- Location of Oxford in Franklin County, Idaho.
- Coordinates: 42°15′35″N 112°01′04″W﻿ / ﻿42.25972°N 112.01778°W
- Country: United States
- State: Idaho
- County: Franklin

Area
- • Total: 0.26 sq mi (0.68 km^{2})
- • Land: 0.26 sq mi (0.68 km^{2})
- • Water: 0 sq mi (0.00 km^{2})
- Elevation: 4,777 ft (1,456 m)

Population (2020)
- • Total: 42
- • Density: 198.9/sq mi (76.81/km^{2})
- Time zone: UTC-7 (Mountain (MST))
- • Summer (DST): UTC-6 (MDT)
- Area code: 208
- FIPS code: 16-60040
- GNIS feature ID: 2411346

= Oxford, Idaho =

Oxford was a city in Franklin County, Idaho, United States. The population was 42 at the 2020 census.

==History==
Oxford was first settled by Members of the Church of Jesus Christ of Latter-day Saints in September 1864.

Oxford has several historical links. It is the location where Harold B. Lee, a future president of the Church of Jesus Christ of Latter-day Saints, taught school. It is also the location where Jefferson Hunt, a colonist who belonged to the Church died. Hunt is buried just behind the hill off the highway at Red Rock Pass.
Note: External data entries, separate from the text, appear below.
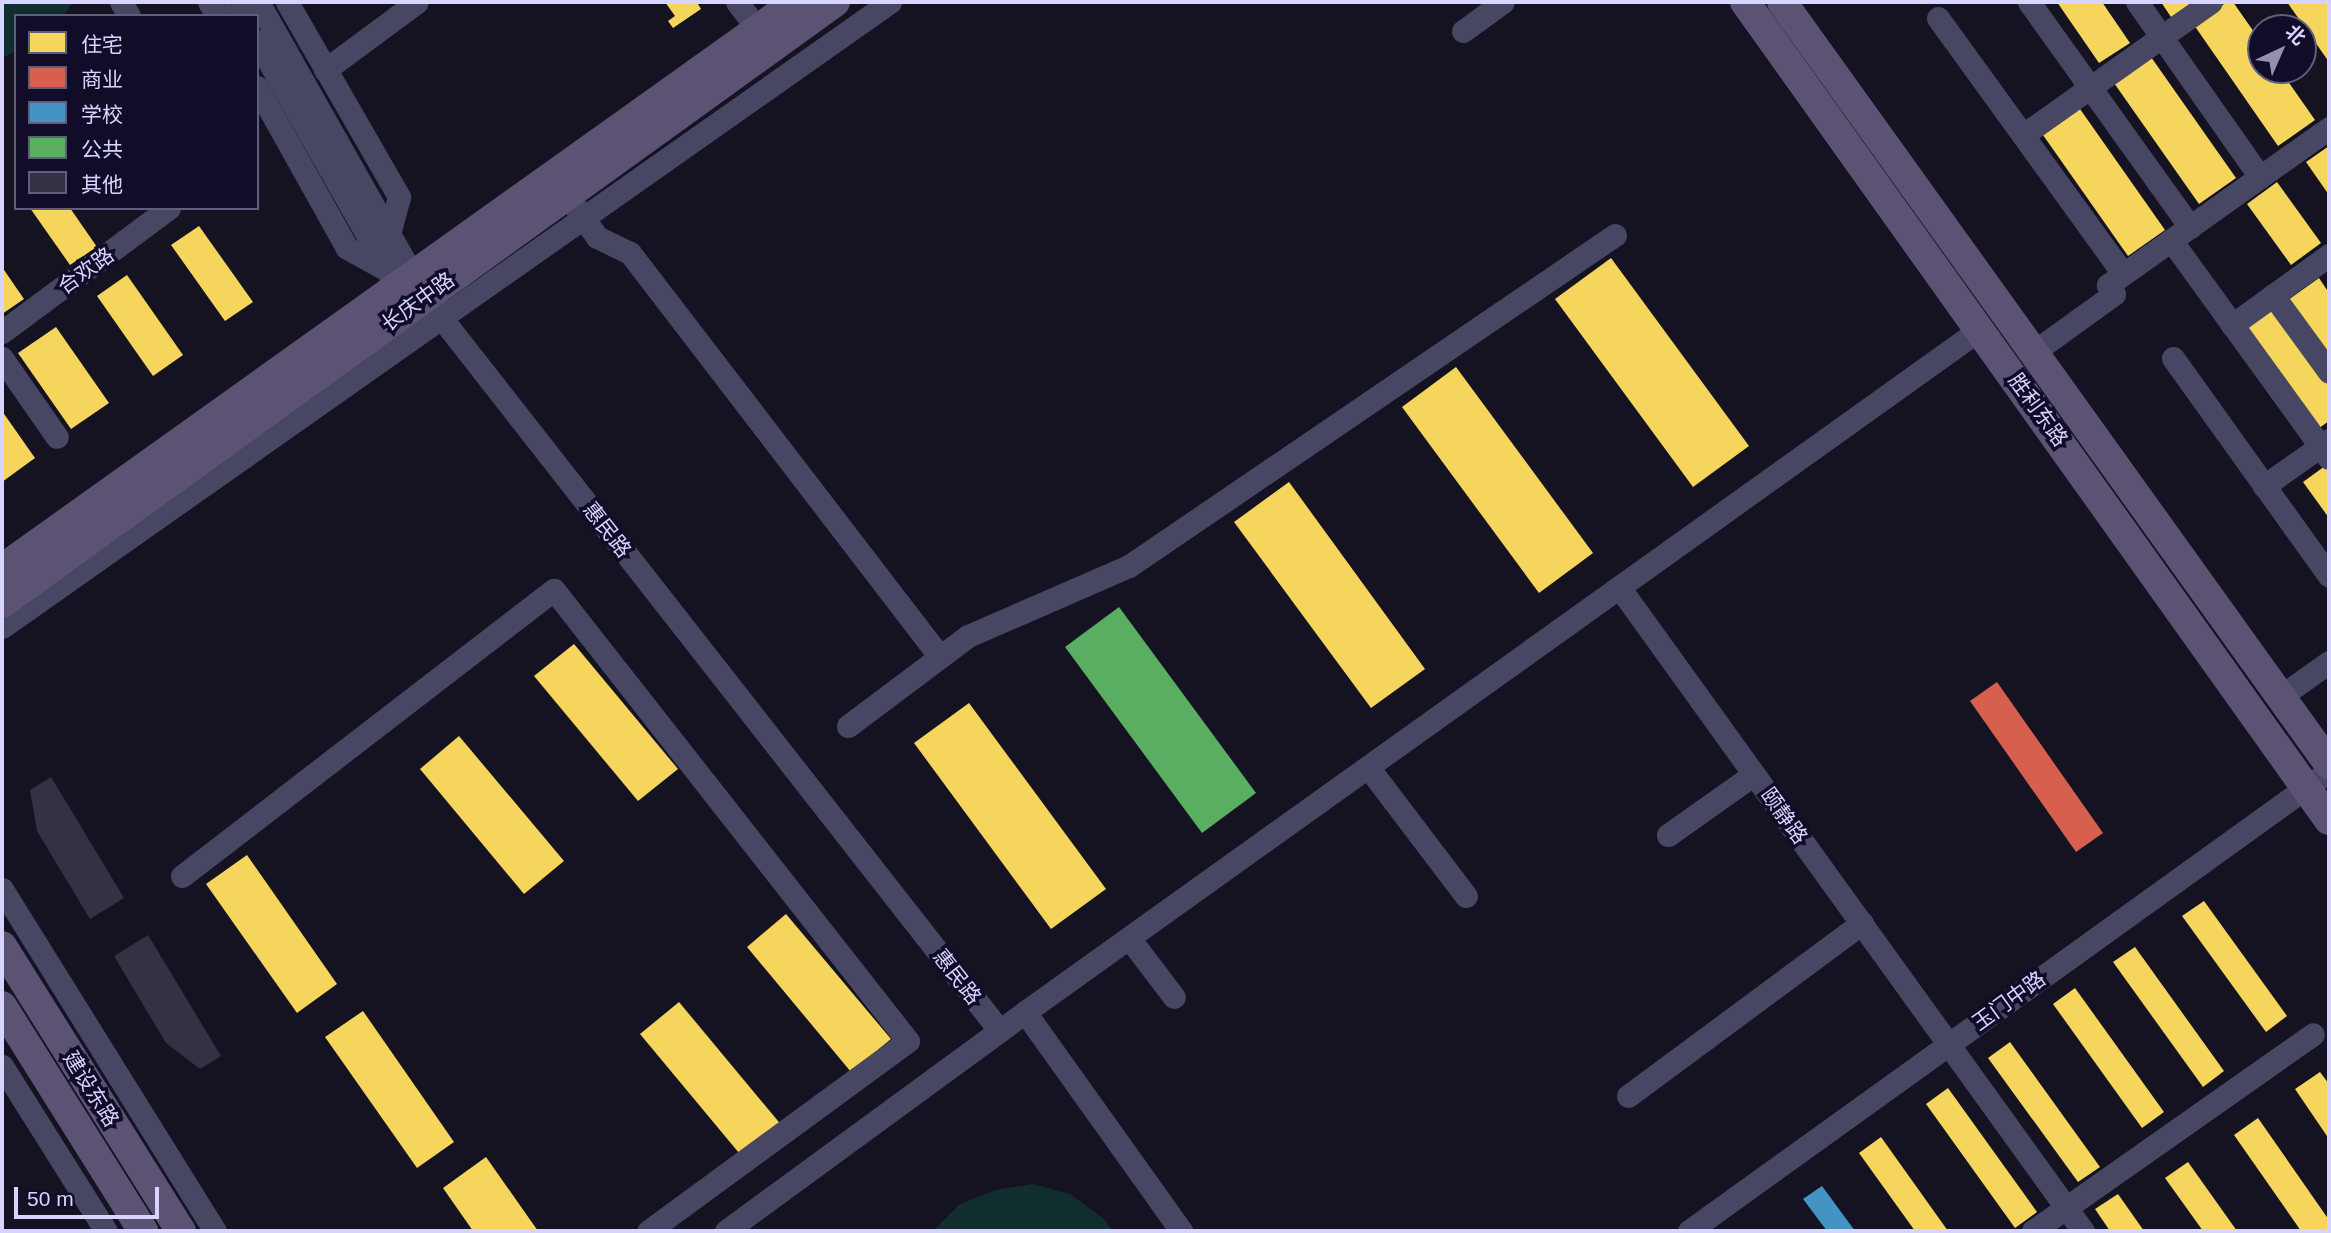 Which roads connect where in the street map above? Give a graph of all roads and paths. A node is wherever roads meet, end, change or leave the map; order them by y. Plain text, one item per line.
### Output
1 (258, 2) edge
2 (288, 2) edge
3 (417, 2) edge
4 (737, 2) edge
5 (796, 2) edge
6 (835, 2) edge
7 (890, 2) edge
8 (1503, 2) edge
9 (1745, 2) edge
10 (1782, 2) edge
11 (2029, 2) edge
12 (2137, 2) edge
13 (2211, 2) edge
14 (1938, 18) dead end
15 (758, 30) junction
16 (1463, 31) dead end
17 (2161, 37) junction
18 (259, 44) edge
19 (325, 69) junction
20 (2090, 87) junction
21 (259, 91) edge
22 (2329, 128) edge
23 (2023, 135) junction
24 (2260, 177) junction
25 (575, 206) junction
26 (166, 210) edge
27 (2180, 233) junction
28 (389, 234) junction
29 (1615, 235) dead end
30 (2326, 266) edge
31 (2123, 274) junction
32 (412, 292) junction
33 (2273, 295) junction
34 (2232, 325) junction
35 (1980, 329) junction
36 (2, 331) edge
37 (2035, 351) junction
38 (2, 358) edge
39 (2173, 358) dead end
40 (2329, 372) edge
41 (57, 437) dead end
42 (2326, 448) edge
43 (2264, 486) junction
44 (2, 569) edge
45 (2329, 576) edge
46 (1619, 587) junction
47 (2, 603) edge
48 (2, 627) edge
49 (940, 657) junction
50 (2329, 662) edge
51 (2281, 696) junction
52 (848, 726) dead end
53 (2329, 764) edge
54 (1368, 767) junction
55 (1754, 774) junction
56 (2318, 780) edge
57 (2329, 820) edge
58 (1668, 835) dead end
59 (182, 876) dead end
60 (2, 889) edge
61 (1466, 896) dead end
62 (1862, 923) junction
63 (1129, 938) junction
64 (2, 946) edge
65 (1174, 998) dead end
66 (2, 1006) edge
67 (1025, 1012) junction
68 (1000, 1031) junction
69 (2313, 1034) dead end
70 (1949, 1045) junction
71 (2, 1066) edge
72 (1628, 1096) dead end
73 (2066, 1207) junction
74 (106, 1231) edge
75 (143, 1231) edge
76 (181, 1231) edge
77 (215, 1231) edge
78 (648, 1231) edge
79 (726, 1231) edge
80 (1181, 1231) edge
81 (1689, 1231) edge
82 (2033, 1231) edge
83 (2083, 1231) edge

1 - 28 street, 惠民路
2 - 19 street
3 - 19 street
4 - 15 street
5 - 15 main road, 长庆中路
6 - 25 main road, 长庆中路
7 - 25 street
8 - 16 street
9 - 35 main road, 胜利东路
10 - 37 main road, 胜利东路
11 - 20 street
12 - 17 street
13 - 17 street
14 - 23 street
15 - 25 main road, 长庆中路
17 - 20 street
17 - 24 street
18 - 32 street, 惠民路
19 - 28 street
20 - 23 street
20 - 27 street
21 - 32 street
22 - 24 street
23 - 31 street
24 - 27 street
25 - 32 main road, 长庆中路
25 - 49 street
26 - 36 street, 合欢路
27 - 31 street
27 - 34 street
28 - 32 street, 惠民路
29 - 49 street
30 - 33 street
31 - 37 street
32 - 44 main road, 长庆中路
32 - 47 main road, 长庆中路
32 - 48 street
32 - 68 street, 惠民路
33 - 34 street
33 - 40 street
34 - 42 street
35 - 46 street
35 - 56 main road, 胜利东路
37 - 51 main road, 胜利东路
38 - 41 street
39 - 43 street
42 - 43 street
43 - 45 street
46 - 54 street
46 - 55 street, 颐静路
49 - 52 street
50 - 51 street
51 - 53 main road, 胜利东路
54 - 61 street
54 - 63 street
55 - 58 street
55 - 62 street, 颐静路
56 - 57 main road, 胜利东路
56 - 70 street, 玉门中路
59 - 78 street
60 - 77 street
62 - 70 street, 颐静路
62 - 72 street
63 - 65 street
63 - 67 street
64 - 76 main road, 建设东路
66 - 75 main road, 建设东路
67 - 68 street
67 - 80 street
68 - 79 street
69 - 73 street
70 - 73 street, 颐静路
70 - 81 street, 玉门中路
71 - 74 street
73 - 82 street
73 - 83 street, 颐静路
In a county meeting held on Dec 9, 2024, it was moved by 28-6 vote that Oxford be disincorporated.

==Geography==

According to the United States Census Bureau, the city has a total area of 0.25 sqmi, all of it land.

==Demographics==

Historical population
| Census | Pop. | Note | %± |
| 1950 | 110 |  | — |
| 1960 | 83 |  | −24.5% |
| 1970 | 75 |  | −9.6% |
| 1980 | 66 |  | −12.0% |
| 1990 | 44 |  | −33.3% |
| 2000 | 53 |  | 20.5% |
| 2010 | 48 |  | −9.4% |
| 2020 | 42 |  | −12.5% |
U.S. Decennial Census

===2010 census===
As of the census of 2010, there were 48 people, 17 households, and 11 families residing in the city. The population density was 192.0 PD/sqmi. There were 22 housing units at an average density of 88.0 /sqmi. The racial makeup of the city was 93.8% White and 6.3% Native American.

There were 17 households, of which 29.4% had children under the age of 18 living with them, 52.9% were married couples living together, 5.9% had a female householder with no husband present, 5.9% had a male householder with no wife present, and 35.3% were non-families. 35.3% of all households were made up of individuals, and 11.8% had someone living alone who was 65 years of age or older. The average household size was 2.82 and the average family size was 3.82.

The median age in the city was 34 years. 41.7% of residents were under the age of 18; 2.1% were between the ages of 18 and 24; 16.8% were from 25 to 44; 27.1% were from 45 to 64; and 12.5% were 65 years of age or older. The gender makeup of the city was 58.3% male and 41.7% female.

===2000 census===
As of the census of 2000, there were 53 people, 18 households, and 14 families residing in the city. The population density was 209.1 PD/sqmi. There were 23 housing units at an average density of 90.8 /sqmi. The racial makeup of the city was 94.34% White and 5.66% Native American. Hispanic or Latino of any race were 5.66% of the population.

There were 18 households, out of which 44.4% had children under the age of 18 living with them, 72.2% were married couples living together, and 22.2% were non-families. 22.2% of all households were made up of individuals, and 11.1% had someone living alone who was 65 years of age or older. The average household size was 2.94 and the average family size was 3.50.

In the city, the population was spread out, with 35.8% under the age of 18, 5.7% from 18 to 24, 20.8% from 25 to 44, 22.6% from 45 to 64, and 15.1% who were 65 years of age or older. The median age was 30 years. For every 100 females, there were 103.8 males. For every 100 females age 18 and over, there were 112.5 males.

The median income for a household in the city was $23,125, and the median income for a family was $28,333. Males had a median income of $15,000 versus $18,750 for females. The per capita income for the city was $9,889. None of the population and none of the families were below the poverty line.